■ TASK DETAILS ■
Keep only the lines that hold the string "dead", filtering out the rest of the entries below.

■ GIVEN INFORMATION ■
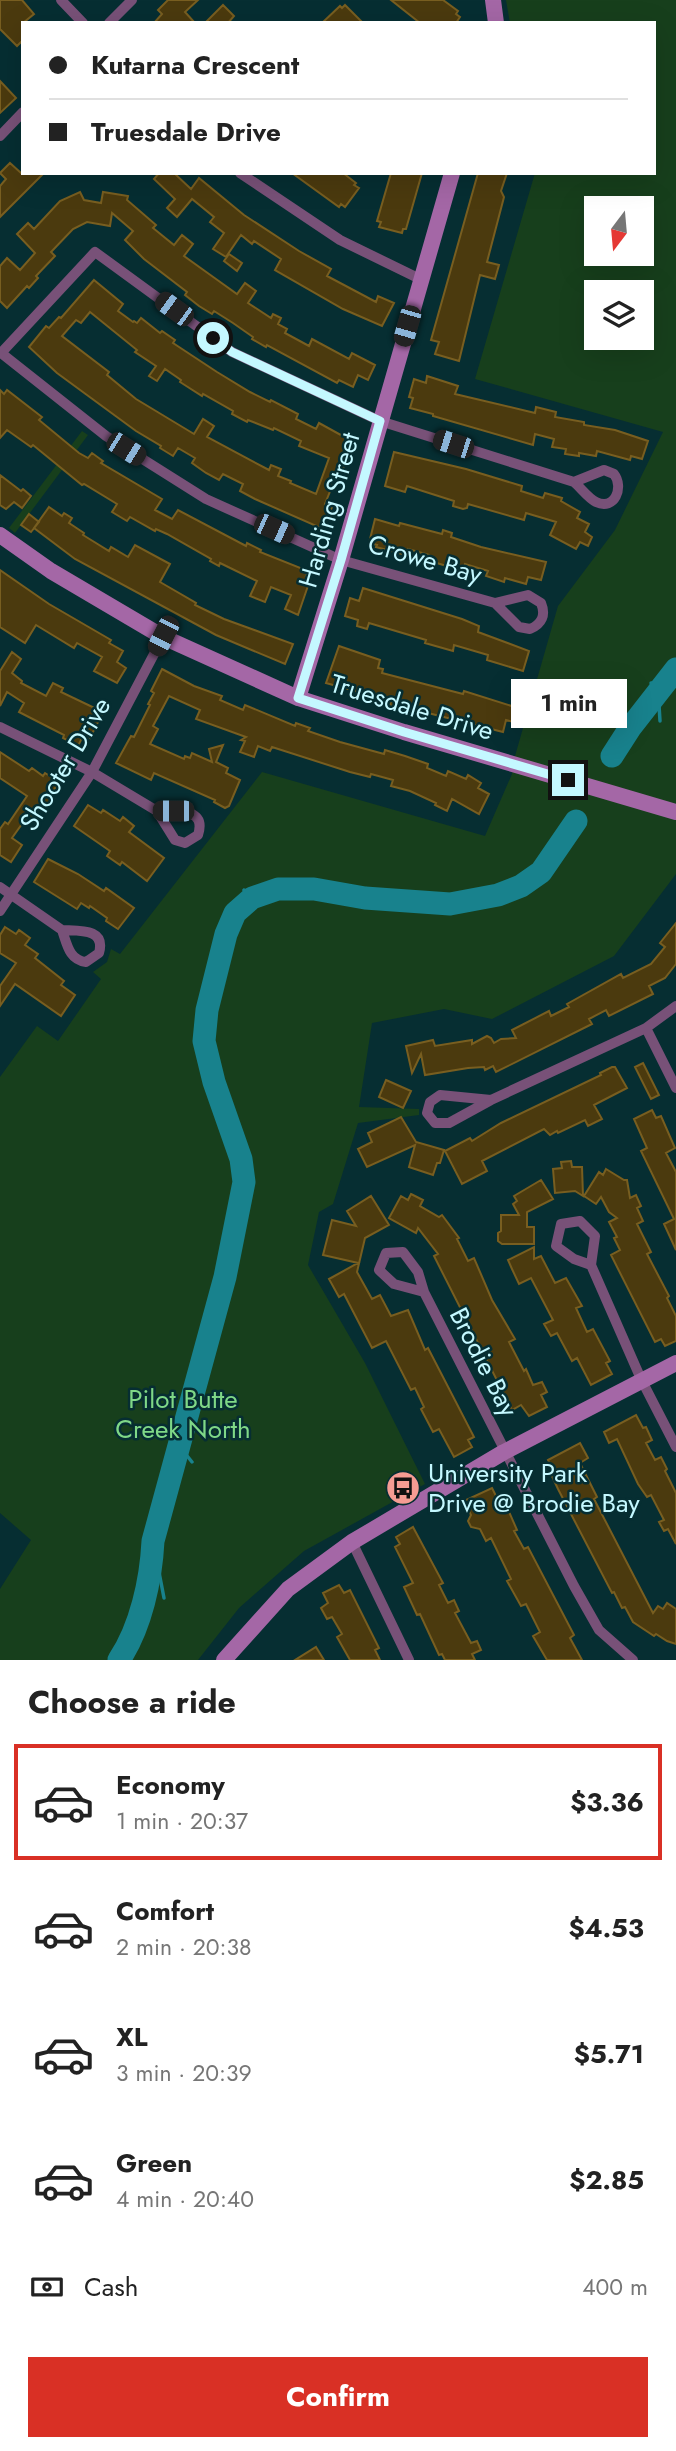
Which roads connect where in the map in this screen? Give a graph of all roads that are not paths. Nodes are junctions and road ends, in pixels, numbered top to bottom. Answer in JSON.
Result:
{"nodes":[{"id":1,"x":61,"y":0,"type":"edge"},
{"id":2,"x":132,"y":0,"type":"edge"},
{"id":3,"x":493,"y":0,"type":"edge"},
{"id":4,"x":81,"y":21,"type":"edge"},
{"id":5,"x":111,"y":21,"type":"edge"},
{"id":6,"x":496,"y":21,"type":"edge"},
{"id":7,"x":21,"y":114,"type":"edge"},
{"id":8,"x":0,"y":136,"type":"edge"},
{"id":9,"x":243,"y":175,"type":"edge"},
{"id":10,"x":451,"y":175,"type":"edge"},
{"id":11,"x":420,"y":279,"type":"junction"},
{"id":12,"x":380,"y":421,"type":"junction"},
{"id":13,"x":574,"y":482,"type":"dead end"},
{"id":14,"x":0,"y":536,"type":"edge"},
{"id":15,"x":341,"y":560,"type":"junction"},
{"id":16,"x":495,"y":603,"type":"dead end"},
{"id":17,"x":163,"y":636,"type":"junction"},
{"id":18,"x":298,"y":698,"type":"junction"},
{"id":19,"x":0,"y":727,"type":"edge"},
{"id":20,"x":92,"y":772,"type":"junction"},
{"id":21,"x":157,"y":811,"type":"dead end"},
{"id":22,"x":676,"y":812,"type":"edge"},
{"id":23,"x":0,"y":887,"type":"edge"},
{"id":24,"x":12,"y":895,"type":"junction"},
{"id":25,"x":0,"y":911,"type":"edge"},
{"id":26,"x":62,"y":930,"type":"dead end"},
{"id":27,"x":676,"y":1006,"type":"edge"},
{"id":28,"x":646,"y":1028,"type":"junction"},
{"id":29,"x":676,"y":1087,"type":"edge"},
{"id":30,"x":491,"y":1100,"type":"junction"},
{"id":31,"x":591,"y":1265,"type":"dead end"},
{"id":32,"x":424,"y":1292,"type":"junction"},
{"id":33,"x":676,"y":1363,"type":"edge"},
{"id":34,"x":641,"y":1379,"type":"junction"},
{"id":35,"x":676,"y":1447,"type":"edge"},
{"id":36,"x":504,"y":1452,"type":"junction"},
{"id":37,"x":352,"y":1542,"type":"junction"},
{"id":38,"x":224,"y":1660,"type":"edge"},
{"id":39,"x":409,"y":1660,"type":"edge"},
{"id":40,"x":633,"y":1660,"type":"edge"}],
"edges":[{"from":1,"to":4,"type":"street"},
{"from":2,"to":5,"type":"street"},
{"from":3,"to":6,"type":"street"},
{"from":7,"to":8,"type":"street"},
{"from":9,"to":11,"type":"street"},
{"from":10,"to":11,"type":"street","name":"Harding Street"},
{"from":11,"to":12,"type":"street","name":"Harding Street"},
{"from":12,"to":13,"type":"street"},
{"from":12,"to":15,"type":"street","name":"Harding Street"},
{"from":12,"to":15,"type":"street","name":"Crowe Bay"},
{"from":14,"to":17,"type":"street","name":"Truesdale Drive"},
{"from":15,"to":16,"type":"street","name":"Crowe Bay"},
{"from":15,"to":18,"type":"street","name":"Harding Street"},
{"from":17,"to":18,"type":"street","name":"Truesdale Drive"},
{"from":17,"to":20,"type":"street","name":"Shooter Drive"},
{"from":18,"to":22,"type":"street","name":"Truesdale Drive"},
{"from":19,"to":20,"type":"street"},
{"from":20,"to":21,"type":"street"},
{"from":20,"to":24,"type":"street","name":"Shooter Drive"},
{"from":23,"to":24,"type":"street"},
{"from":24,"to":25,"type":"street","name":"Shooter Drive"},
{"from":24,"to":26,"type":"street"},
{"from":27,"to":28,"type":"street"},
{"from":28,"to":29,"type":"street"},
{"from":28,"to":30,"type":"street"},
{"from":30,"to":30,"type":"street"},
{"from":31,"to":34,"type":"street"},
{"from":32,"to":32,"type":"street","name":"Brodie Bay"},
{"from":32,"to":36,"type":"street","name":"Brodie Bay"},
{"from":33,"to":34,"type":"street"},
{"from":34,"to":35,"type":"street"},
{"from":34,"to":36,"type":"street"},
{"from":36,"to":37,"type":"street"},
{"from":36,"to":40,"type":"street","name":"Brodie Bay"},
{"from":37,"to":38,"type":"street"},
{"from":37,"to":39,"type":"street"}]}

■ REPLY ■
{"id":13,"x":574,"y":482,"type":"dead end"},
{"id":16,"x":495,"y":603,"type":"dead end"},
{"id":21,"x":157,"y":811,"type":"dead end"},
{"id":26,"x":62,"y":930,"type":"dead end"},
{"id":31,"x":591,"y":1265,"type":"dead end"},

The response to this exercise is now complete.